The Quartile is the opposite of the Lamb in many ways; if I tell you that the Lamb offers cheap but undistinguished beer, colourful soft furnishings, bright lighting and cheerful and efficient staff, that tells you most of what you need to know about the Quartile. And so it was that I sat on the edge of our group, in an under-lit corner of a quiet and sombrely furnished room, looking out onto a dark street, drinking beer in a style I didn’t recognise from a brewery I didn’t want to admit to not having heard of. Mind you, I was pretty far gone by this point, so I wasn’t bothered. The decor certainly didn’t put a damper on the conversation: I can confirm that both Big Liz and Cheesy Pete have very strong views on the subject of Amsterdam, although what those views are now escapes me. “Oi oi!” called Motormouth and we moved on.

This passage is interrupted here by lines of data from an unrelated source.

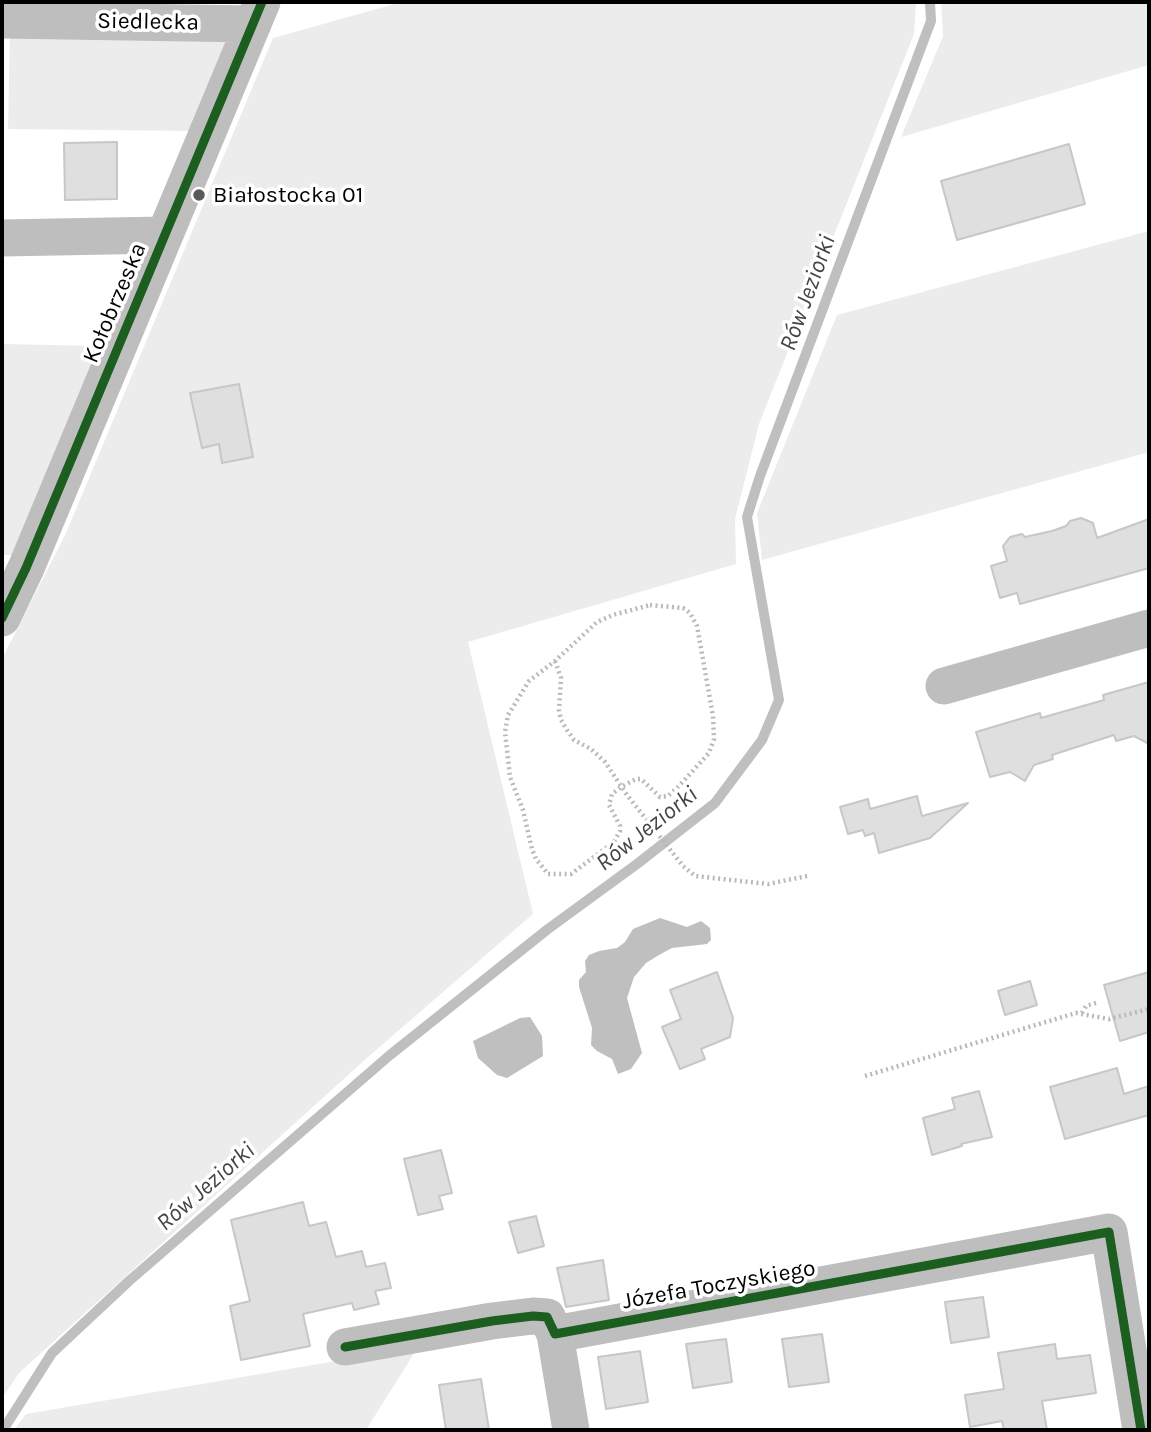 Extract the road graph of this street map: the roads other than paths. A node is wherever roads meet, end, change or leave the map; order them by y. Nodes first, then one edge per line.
1 (257, 13) edge
2 (2, 20) edge
3 (164, 235) junction
4 (2, 238) edge
5 (2, 618) edge
6 (1149, 628) edge
7 (944, 686) dead end
8 (555, 1334) junction
9 (345, 1347) dead end
10 (571, 1430) edge
11 (1141, 1430) edge

1 - 2 street, Siedlecka
1 - 3 street, Kołobrzeska
3 - 4 street
3 - 5 street, Kołobrzeska
6 - 7 street
8 - 9 street
8 - 10 street
8 - 11 street, Józefa Toczyskiego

The evening’s festivities were due to terminate at celebrated alt-folk craftorama the Bird in t’ Hand – or the Bird in t’ Hand o’ t’ Man wi’ t’ Bag in t’ Box to give it its full title. Our experience here was mixed. I had a very nice half of Totally Craft Sammy the Stegosaurus (a West Coast-style IPA), but the venue wasn’t as welcoming as we might have liked. It seemed that the upper floor had been double-booked by a local Wiccan coven and a group of neo-dadaist performance poets. By the time we arrived any risk of unpleasantness had passed – the two groups were getting to know each other through an impromptu rap battle – but it did mean that that floor was pretty much out of bounds to casual visitors. This wouldn’t have been so bad if the monthly thrash metal disco hadn’t been in full swing on the ground floor. Some of us tried to get into the spirit of the thing, but for me it was too much, too metal, too late. “Come on, get down and do the funky boogaloo!” called Anthony Burtonshaw, but by that time I’d already moved on.

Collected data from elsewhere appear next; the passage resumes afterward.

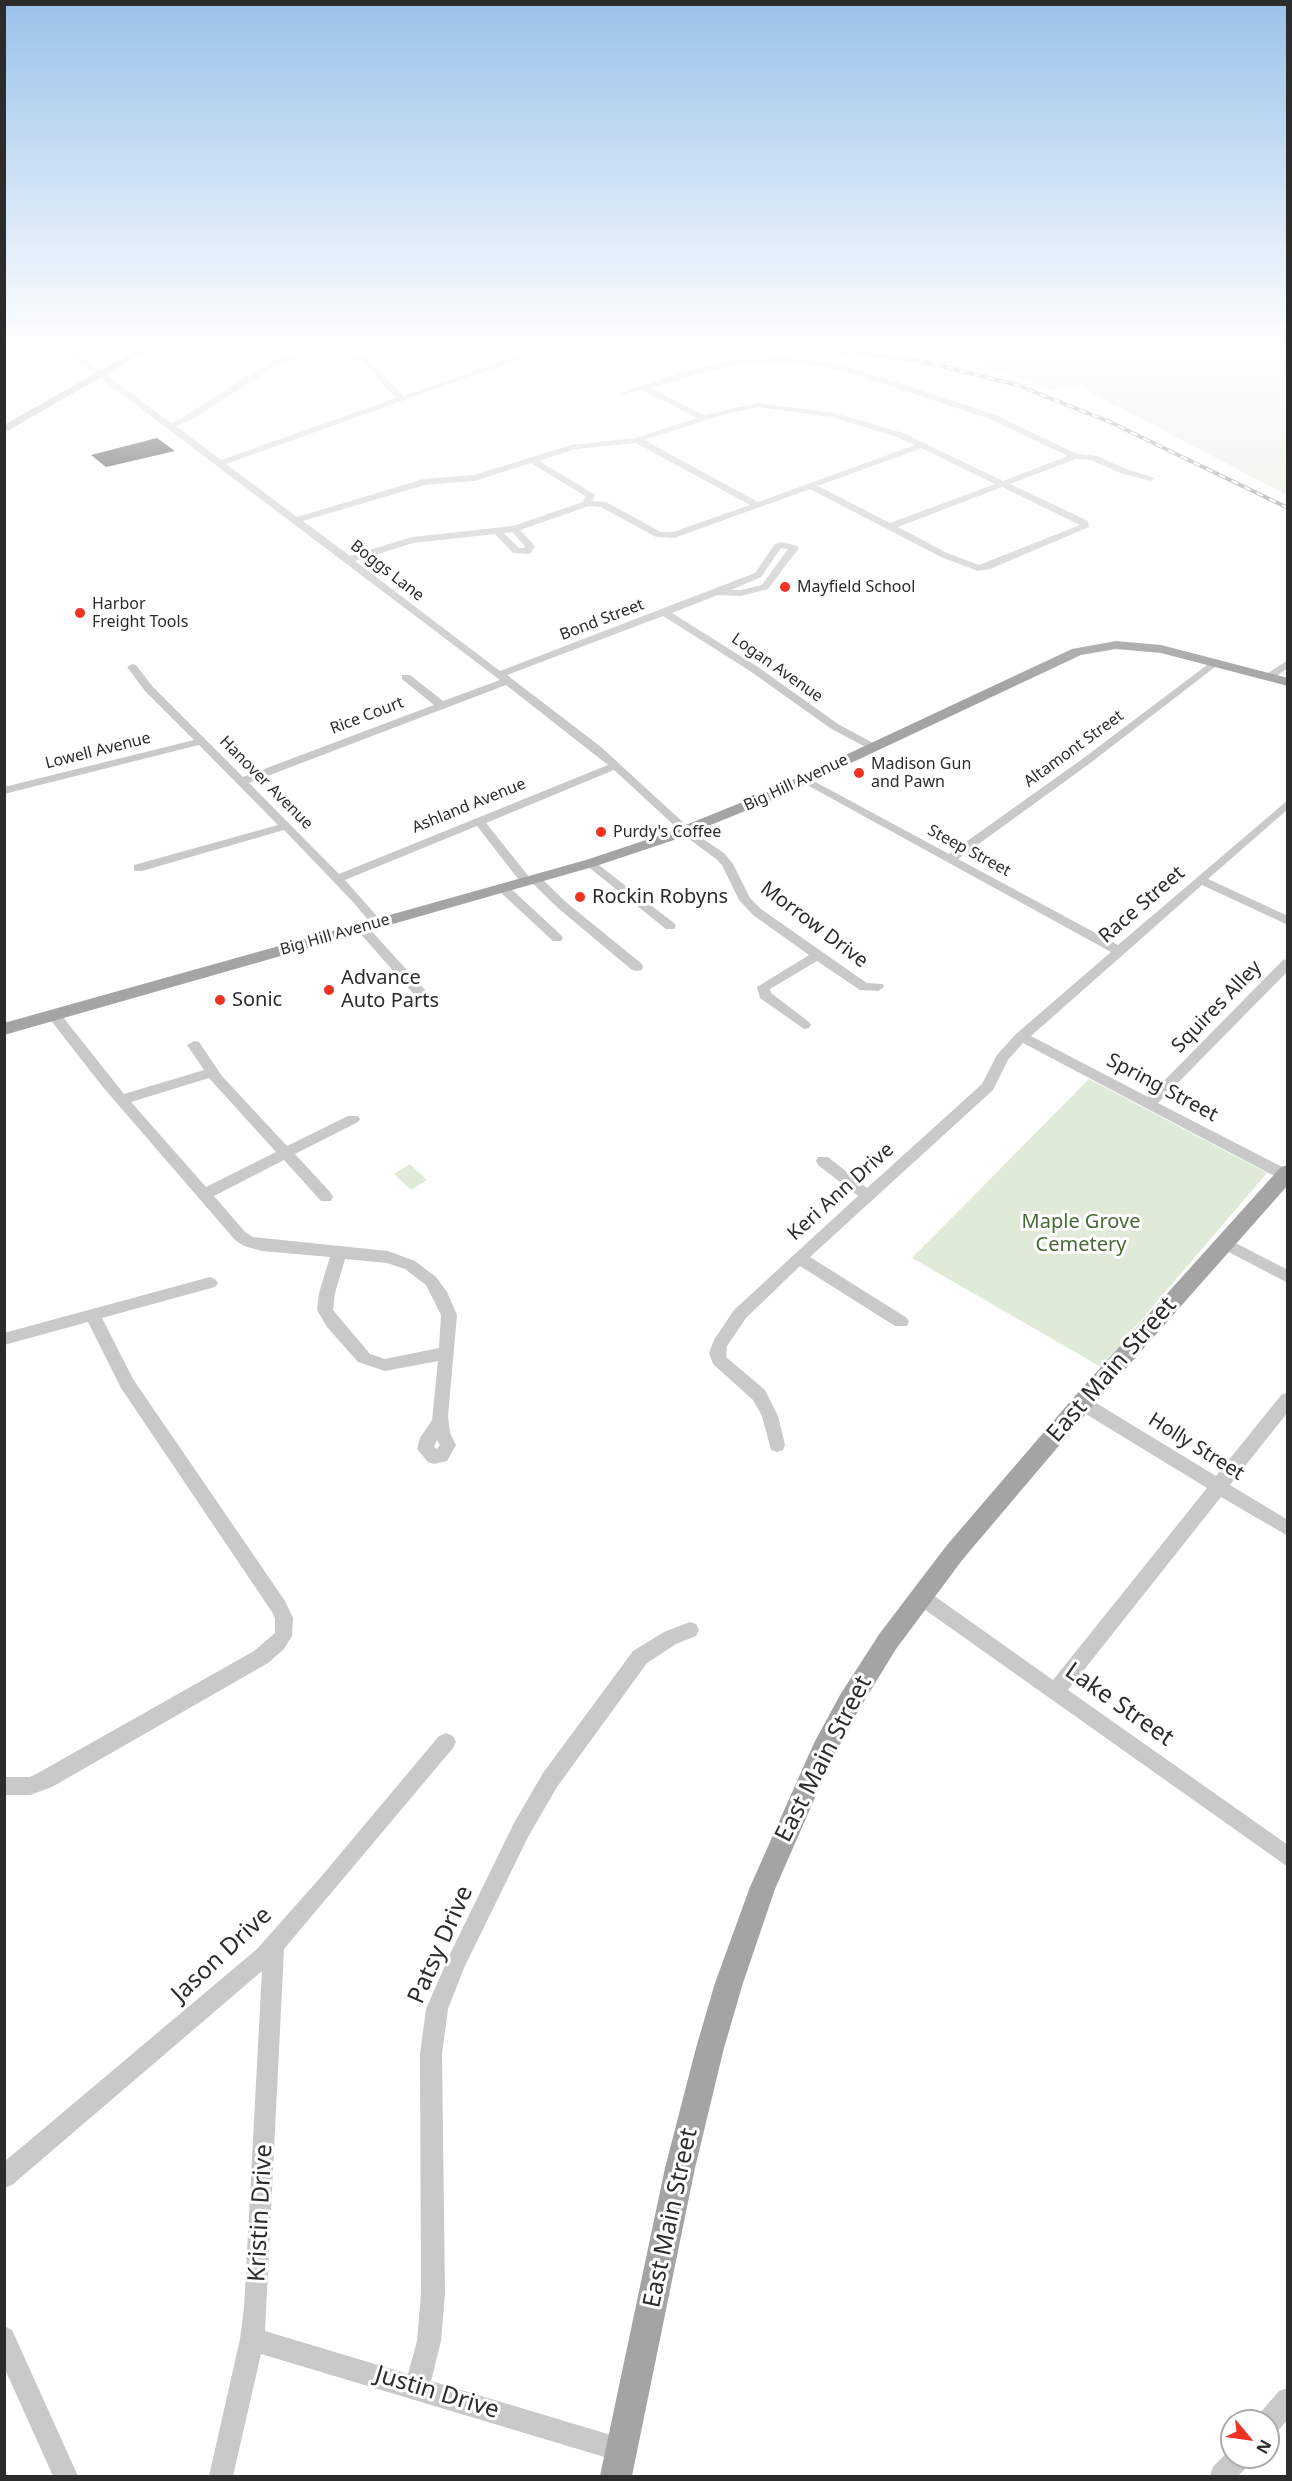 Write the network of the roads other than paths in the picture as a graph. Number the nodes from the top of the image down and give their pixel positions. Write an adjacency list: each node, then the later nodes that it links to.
1 (217, 461): 10 (street, Boggs Lane)
2 (226, 461): 10 (street)
3 (530, 461): 16 (street)
4 (533, 461): 14 (street)
5 (675, 461): 15 (street)
6 (878, 461): 13 (street)
7 (956, 461): 12 (street)
8 (1062, 461): 12 (street)
9 (1100, 461): 11 (street)
10 (220, 463): 16 (street, Boggs Lane)
11 (1150, 478)
12 (1003, 483): 17 (street); 17 (street)
13 (810, 485): 15 (street); 17 (street)
14 (589, 500): 15 (street); 18 (street)
15 (757, 505)
16 (296, 520): 21 (street, Boggs Lane)
17 (892, 526)
18 (514, 529): 19 (street); 19 (street)
19 (499, 532): 20 (street)
20 (447, 537): 21 (street); 22 (street)
21 (339, 553): 22 (street, Boggs Lane)
22 (348, 560): 30 (street, Boggs Lane)
23 (717, 592): 23 (street, Bond Street); 24 (street, Bond Street)
24 (664, 612): 30 (street, Bond Street); 34 (street, Logan Avenue)
25 (1215, 662): 29 (main road, Big Hill Avenue); 34 (main road, Big Hill Avenue); 43 (street, Altamont Street)
26 (1287, 663): 29 (street)
27 (132, 667): 33 (street, Hanover Avenue)
28 (406, 677): 32 (street)
29 (1269, 677): 31 (main road, Big Hill Avenue)
30 (502, 678): 32 (street, Rice Court); 35 (street, Boggs Lane)
31 (1287, 682)
32 (441, 705): 37 (street, Rice Court)
33 (200, 742): 37 (street, Hanover Avenue); 38 (street, Lowell Avenue)
34 (873, 747): 36 (main road, Big Hill Avenue)
35 (615, 765): 40 (street, Ashland Avenue); 42 (street, Boggs Lane)
36 (804, 780): 42 (main road, Big Hill Avenue); 43 (street, Steep Street)
37 (240, 782): 41 (street, Hanover Avenue)
38 (4, 791)
39 (1287, 803): 48 (street, Race Street)
40 (477, 820): 46 (street, Ashland Avenue); 47 (street)
41 (286, 826): 45 (street); 46 (street, Hanover Avenue)
42 (688, 830): 44 (main road, Big Hill Avenue); 55 (street, Morrow Drive)
43 (950, 859): 54 (street, Steep Street)
44 (591, 862): 47 (main road, Big Hill Avenue); 52 (street)
45 (138, 868)
46 (337, 879): 51 (street, Hanover Avenue)
47 (530, 880): 49 (main road, Big Hill Avenue); 57 (street)
48 (1200, 880): 50 (street); 54 (street, Race Street)
49 (503, 888): 51 (main road, Big Hill Avenue); 53 (street)
50 (1287, 921)
51 (369, 925): 59 (street, Hanover Avenue); 60 (main road, Big Hill Avenue)
52 (670, 926)
53 (557, 938)
54 (1119, 951): 63 (street, Race Street)
55 (818, 955): 58 (street, Morrow Drive); 61 (street)
56 (1287, 963): 67 (street, Squires Alley)
57 (637, 967)
58 (878, 987)
59 (431, 1005)
60 (54, 1015): 62 (main road, Big Hill Avenue); 66 (street)
61 (804, 1025)
62 (4, 1029)
63 (1021, 1037): 67 (street, Spring Street); 73 (street, Keri Ann Drive)
64 (194, 1045): 65 (street)
65 (212, 1072): 66 (street); 69 (street)
66 (121, 1100): 72 (street)
67 (1150, 1103): 71 (street, Spring Street)
68 (353, 1119): 69 (street)
69 (286, 1154): 72 (street); 74 (street)
70 (823, 1161): 73 (street)
71 (1286, 1173): 75 (main road, East Main Street)
72 (203, 1195): 76 (street)
73 (868, 1196): 77 (street, Keri Ann Drive)
74 (326, 1197)
75 (1224, 1243): 78 (street); 85 (main road, East Main Street)
76 (339, 1253): 83 (street); 83 (street)
77 (799, 1258): 81 (street); 87 (street, Keri Ann Drive)
78 (1287, 1277)
79 (210, 1283): 80 (street)
80 (93, 1316): 82 (street); 94 (street)
81 (901, 1322)
82 (4, 1339)
83 (447, 1353): 86 (street)
84 (1287, 1399): 88 (street)
85 (1082, 1403): 88 (street, Holly Street); 90 (main road, East Main Street)
86 (440, 1422)
87 (777, 1445)
88 (1219, 1485): 89 (street, Holly Street); 92 (street)
89 (1287, 1529)
90 (920, 1596): 92 (street, Lake Street); 101 (main road, East Main Street)
91 (690, 1630): 100 (street, Patsy Drive)
92 (1055, 1692): 95 (street, Lake Street)
93 (446, 1742): 96 (street, Jason Drive)
94 (4, 1786)
95 (1287, 1857)
96 (274, 1945): 97 (street, Jason Drive); 99 (street, Kristin Drive)
97 (4, 2177)
98 (4, 2338): 102 (street)
99 (252, 2339): 100 (street, Justin Drive); 103 (street, Kristin Drive)
100 (417, 2387): 101 (street, Justin Drive)
101 (621, 2450): 104 (main road, East Main Street)
102 (66, 2476)
103 (221, 2476)
104 (616, 2476)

All in all, it was an evening of good beer in good company, not to mention good half pork pies. Shame I made it all up.

Author’s note: any similarity between this wildly improbable fabrication and Trafford & Hulme CAMRA’s Chorlton Challenge is entirely coincidental. (Apart from the bit about good beer in good company.)

Money Saving Expert

I went to the Font the other night. For those not familiar with the Font, it’s a double-fronted bar, extending a long way back from the street. It’s a fairly big, cavernous place without much in the way of internal divisions, furnished with an assortment of sofas, hard chairs, coffee tables and dining tables. The night I went it was rather dark and very busy – I couldn’t find a table and ended up perched at the bar, although given the lighting (and given that I’d brought a paper to read) this was probably my best bet anyway. About half the clientele seemed to be under-30s in groups, with the remainder dividing between youngish couples and youngish families; I estimated that my arrival had raised the average age by about six months. I didn’t see anyone I knew and didn’t really expect to.

As for the beer, they had eight hand pumps and sixteen keg taps; I had a pint of (cask) Magic Rock High Wire, which was superb. I made a few free-associative tasting notes, from which I remember “smokily aromatic”, “stern and unforgiving” and “creamy beast”. (After my thought processes had thrown out “creamy beast” I got a bit self-conscious about the whole thing.) A really lovely beer, anyway. After claiming my CAMRA discount I paid £3.15 for it, a saving of £1.05.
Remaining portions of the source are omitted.